--- AIM OF THE EXERCISE ---
An exact copy of the data is required, with no pictures in it.

--- EXERCISE MATERIALS ---
________
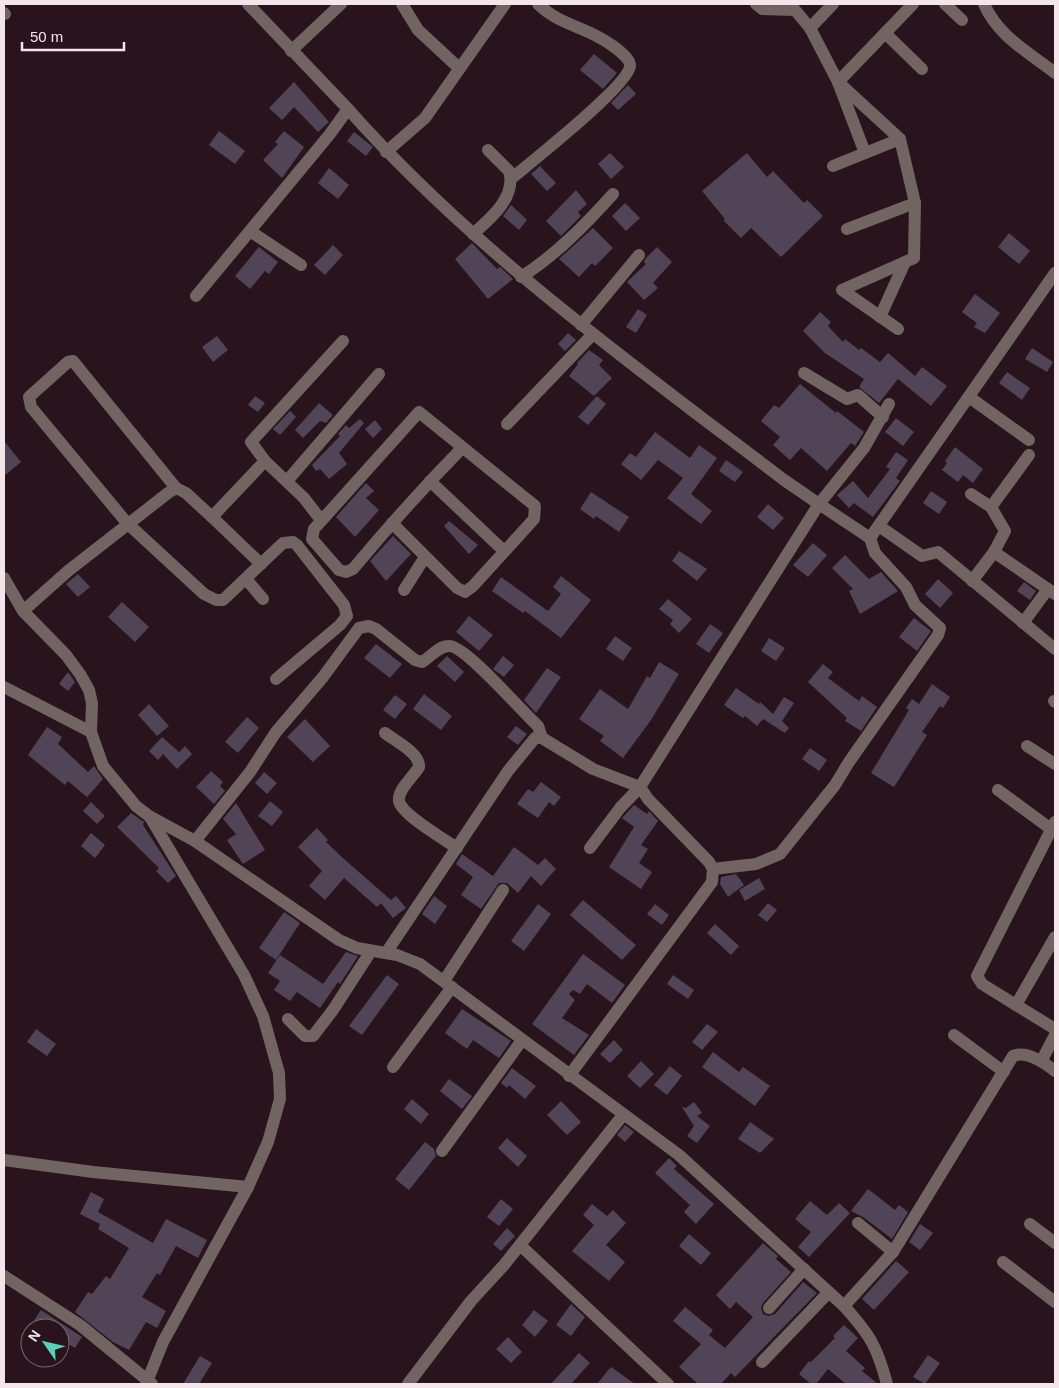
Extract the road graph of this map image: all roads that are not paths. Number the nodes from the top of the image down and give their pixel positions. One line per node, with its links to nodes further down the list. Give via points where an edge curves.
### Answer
1 (248, 4): 14 (street)
2 (341, 4): 14 (street)
3 (402, 4): 15 (street, via 418,30)
4 (505, 4): 15 (street)
5 (538, 4): 25 (street, via 557,20 590,31 612,46 626,58 630,68 596,106)
6 (756, 4): 12 (street, via 762,10 794,10)
7 (833, 4): 12 (street)
8 (913, 4): 13 (street)
9 (945, 4): 11 (street)
10 (984, 4): 17 (street, via 1006,37)
11 (962, 20)
12 (810, 28): 18 (street)
13 (886, 32): 16 (street); 18 (street)
14 (291, 51): 19 (street)
15 (459, 68): 22 (street, via 425,118)
16 (922, 69)
17 (1055, 73)
18 (838, 82): 20 (street); 23 (street)
19 (348, 109): 22 (street); 29 (street)
20 (900, 140): 23 (street); 27 (street)
21 (488, 150): 25 (street, via 500,160)
22 (386, 152): 30 (street)
23 (865, 153): 24 (street)
24 (833, 166)
25 (512, 178): 30 (street, via 511,188 493,216)
26 (613, 194): 35 (street, via 559,248)
27 (915, 203): 28 (street); 32 (street, via 914,258)
28 (847, 229)
29 (250, 231): 33 (street); 36 (street)
30 (473, 234): 35 (street)
31 (639, 254): 38 (street)
32 (905, 262): 37 (street); 37 (street, via 842,290)
33 (301, 265)
34 (1055, 273): 44 (street)
35 (521, 277): 38 (street)
36 (196, 296)
37 (880, 317): 39 (street)
38 (581, 325): 40 (street)
39 (898, 329)
40 (593, 334): 47 (street); 56 (street)
41 (343, 341): 51 (street, via 251,440)
42 (804, 373): 46 (street, via 847,399 858,395)
43 (379, 374): 52 (street)
44 (969, 397): 48 (street); 62 (street)
45 (889, 404): 46 (street)
46 (883, 417): 56 (street, via 850,467)
47 (506, 424)
48 (1029, 440)
49 (462, 448): 53 (street); 59 (street, via 419,412); 64 (street, via 535,506 534,519)
50 (1029, 456): 57 (street)
51 (265, 462): 52 (street); 58 (street)
52 (287, 481): 59 (street)
53 (430, 481): 61 (street); 64 (street)
54 (176, 488): 58 (street); 60 (street); 60 (street, via 74,362 68,362 29,397 29,403)
55 (971, 494): 57 (street)
56 (819, 504): 63 (street); 84 (street)
57 (991, 506): 65 (street, via 1005,531)
58 (212, 517): 67 (street)
59 (321, 520): 61 (street, via 312,538 340,570 346,572 353,569)
60 (127, 523): 69 (street, via 204,594 216,600 223,600); 74 (street)
61 (392, 524): 66 (street)
62 (879, 526): 63 (street); 70 (street, via 922,556 938,552)
63 (870, 538): 91 (street, via 875,552 906,587 915,604 940,628 938,635 835,785 780,854 756,864)
64 (504, 550): 66 (street, via 466,592 457,588)
65 (994, 552): 70 (street); 72 (street)
66 (425, 557): 71 (street)
67 (261, 564): 69 (street); 77 (street, via 283,543 293,542 347,612 340,625)
68 (4, 578): 74 (street)
69 (246, 579): 73 (street)
70 (972, 581): 75 (street)
71 (404, 590)
72 (1052, 591): 75 (street)
73 (263, 599)
74 (23, 611): 79 (street, via 66,656 89,690)
75 (1023, 624): 76 (street)
76 (1055, 649)
77 (276, 679)
78 (4, 687): 79 (street)
79 (91, 732): 86 (street, via 103,766 136,806)
80 (385, 733): 89 (street, via 420,762 400,794 401,806)
81 (542, 738): 84 (street, via 592,768); 88 (street, via 538,726 456,646 439,648 422,662 376,629 369,626 359,628); 89 (street, via 532,740)
82 (1028, 746): 83 (street)
83 (1055, 764)
84 (640, 787): 90 (street); 91 (street, via 648,800 709,862)
85 (998, 790): 87 (street)
86 (149, 816): 88 (street); 111 (street, via 244,975 263,1016 279,1072 280,1099 275,1120)
87 (1053, 826): 97 (street, via 978,972 982,984)
88 (195, 840): 94 (street, via 338,940)
89 (456, 848): 95 (street)
90 (590, 848)
91 (712, 869): 107 (street, via 712,882)
92 (503, 890): 96 (street)
93 (1055, 937): 97 (street)
94 (371, 951): 95 (street); 98 (street, via 313,1036 305,1036)
95 (386, 953): 96 (street, via 420,964)
96 (448, 984): 102 (street); 104 (street)
97 (1016, 1005): 99 (street)
98 (288, 1019)
99 (1055, 1029)
100 (954, 1035): 106 (street)
101 (1055, 1035): 103 (street)
102 (522, 1040): 107 (street); 109 (street)
103 (1042, 1060): 105 (street); 106 (street, via 1016,1055)
104 (393, 1066)
105 (1055, 1071)
106 (1004, 1072): 116 (street)
107 (570, 1076): 108 (street)
108 (624, 1115): 115 (street); 118 (street, via 678,1155)
109 (442, 1151)
110 (4, 1160): 111 (street)
111 (248, 1187): 125 (street, via 163,1342)
112 (858, 1222): 116 (street)
113 (1030, 1224): 114 (street)
114 (1055, 1243)
115 (520, 1245): 126 (street, via 471,1301); 127 (street)
116 (893, 1252): 122 (street)
117 (1003, 1262): 121 (street)
118 (804, 1269): 120 (street); 123 (street)
119 (4, 1276): 125 (street, via 80,1325)
120 (829, 1292): 122 (street); 124 (street)
121 (1054, 1299)
122 (844, 1306): 128 (street, via 867,1332 879,1355)
123 (769, 1308)
124 (762, 1362)
125 (149, 1383)
126 (408, 1384)
127 (668, 1384)
128 (887, 1384)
________
--- WRITTEN ANSWER ---
Extract the road graph of this map image: all roads that are not paths. Number the nodes from the top of the image down and give their pixel positions. One line per node, with its links to nodes further down the list. Give via points where an edge curves.
### Answer
1 (248, 4): 14 (street)
2 (341, 4): 14 (street)
3 (402, 4): 15 (street, via 418,30)
4 (505, 4): 15 (street)
5 (538, 4): 25 (street, via 557,20 590,31 612,46 626,58 630,68 596,106)
6 (756, 4): 12 (street, via 762,10 794,10)
7 (833, 4): 12 (street)
8 (913, 4): 13 (street)
9 (945, 4): 11 (street)
10 (984, 4): 17 (street, via 1006,37)
11 (962, 20)
12 (810, 28): 18 (street)
13 (886, 32): 16 (street); 18 (street)
14 (291, 51): 19 (street)
15 (459, 68): 22 (street, via 425,118)
16 (922, 69)
17 (1055, 73)
18 (838, 82): 20 (street); 23 (street)
19 (348, 109): 22 (street); 29 (street)
20 (900, 140): 23 (street); 27 (street)
21 (488, 150): 25 (street, via 500,160)
22 (386, 152): 30 (street)
23 (865, 153): 24 (street)
24 (833, 166)
25 (512, 178): 30 (street, via 511,188 493,216)
26 (613, 194): 35 (street, via 559,248)
27 (915, 203): 28 (street); 32 (street, via 914,258)
28 (847, 229)
29 (250, 231): 33 (street); 36 (street)
30 (473, 234): 35 (street)
31 (639, 254): 38 (street)
32 (905, 262): 37 (street); 37 (street, via 842,290)
33 (301, 265)
34 (1055, 273): 44 (street)
35 (521, 277): 38 (street)
36 (196, 296)
37 (880, 317): 39 (street)
38 (581, 325): 40 (street)
39 (898, 329)
40 (593, 334): 47 (street); 56 (street)
41 (343, 341): 51 (street, via 251,440)
42 (804, 373): 46 (street, via 847,399 858,395)
43 (379, 374): 52 (street)
44 (969, 397): 48 (street); 62 (street)
45 (889, 404): 46 (street)
46 (883, 417): 56 (street, via 850,467)
47 (506, 424)
48 (1029, 440)
49 (462, 448): 53 (street); 59 (street, via 419,412); 64 (street, via 535,506 534,519)
50 (1029, 456): 57 (street)
51 (265, 462): 52 (street); 58 (street)
52 (287, 481): 59 (street)
53 (430, 481): 61 (street); 64 (street)
54 (176, 488): 58 (street); 60 (street); 60 (street, via 74,362 68,362 29,397 29,403)
55 (971, 494): 57 (street)
56 (819, 504): 63 (street); 84 (street)
57 (991, 506): 65 (street, via 1005,531)
58 (212, 517): 67 (street)
59 (321, 520): 61 (street, via 312,538 340,570 346,572 353,569)
60 (127, 523): 69 (street, via 204,594 216,600 223,600); 74 (street)
61 (392, 524): 66 (street)
62 (879, 526): 63 (street); 70 (street, via 922,556 938,552)
63 (870, 538): 91 (street, via 875,552 906,587 915,604 940,628 938,635 835,785 780,854 756,864)
64 (504, 550): 66 (street, via 466,592 457,588)
65 (994, 552): 70 (street); 72 (street)
66 (425, 557): 71 (street)
67 (261, 564): 69 (street); 77 (street, via 283,543 293,542 347,612 340,625)
68 (4, 578): 74 (street)
69 (246, 579): 73 (street)
70 (972, 581): 75 (street)
71 (404, 590)
72 (1052, 591): 75 (street)
73 (263, 599)
74 (23, 611): 79 (street, via 66,656 89,690)
75 (1023, 624): 76 (street)
76 (1055, 649)
77 (276, 679)
78 (4, 687): 79 (street)
79 (91, 732): 86 (street, via 103,766 136,806)
80 (385, 733): 89 (street, via 420,762 400,794 401,806)
81 (542, 738): 84 (street, via 592,768); 88 (street, via 538,726 456,646 439,648 422,662 376,629 369,626 359,628); 89 (street, via 532,740)
82 (1028, 746): 83 (street)
83 (1055, 764)
84 (640, 787): 90 (street); 91 (street, via 648,800 709,862)
85 (998, 790): 87 (street)
86 (149, 816): 88 (street); 111 (street, via 244,975 263,1016 279,1072 280,1099 275,1120)
87 (1053, 826): 97 (street, via 978,972 982,984)
88 (195, 840): 94 (street, via 338,940)
89 (456, 848): 95 (street)
90 (590, 848)
91 (712, 869): 107 (street, via 712,882)
92 (503, 890): 96 (street)
93 (1055, 937): 97 (street)
94 (371, 951): 95 (street); 98 (street, via 313,1036 305,1036)
95 (386, 953): 96 (street, via 420,964)
96 (448, 984): 102 (street); 104 (street)
97 (1016, 1005): 99 (street)
98 (288, 1019)
99 (1055, 1029)
100 (954, 1035): 106 (street)
101 (1055, 1035): 103 (street)
102 (522, 1040): 107 (street); 109 (street)
103 (1042, 1060): 105 (street); 106 (street, via 1016,1055)
104 (393, 1066)
105 (1055, 1071)
106 (1004, 1072): 116 (street)
107 (570, 1076): 108 (street)
108 (624, 1115): 115 (street); 118 (street, via 678,1155)
109 (442, 1151)
110 (4, 1160): 111 (street)
111 (248, 1187): 125 (street, via 163,1342)
112 (858, 1222): 116 (street)
113 (1030, 1224): 114 (street)
114 (1055, 1243)
115 (520, 1245): 126 (street, via 471,1301); 127 (street)
116 (893, 1252): 122 (street)
117 (1003, 1262): 121 (street)
118 (804, 1269): 120 (street); 123 (street)
119 (4, 1276): 125 (street, via 80,1325)
120 (829, 1292): 122 (street); 124 (street)
121 (1054, 1299)
122 (844, 1306): 128 (street, via 867,1332 879,1355)
123 (769, 1308)
124 (762, 1362)
125 (149, 1383)
126 (408, 1384)
127 (668, 1384)
128 (887, 1384)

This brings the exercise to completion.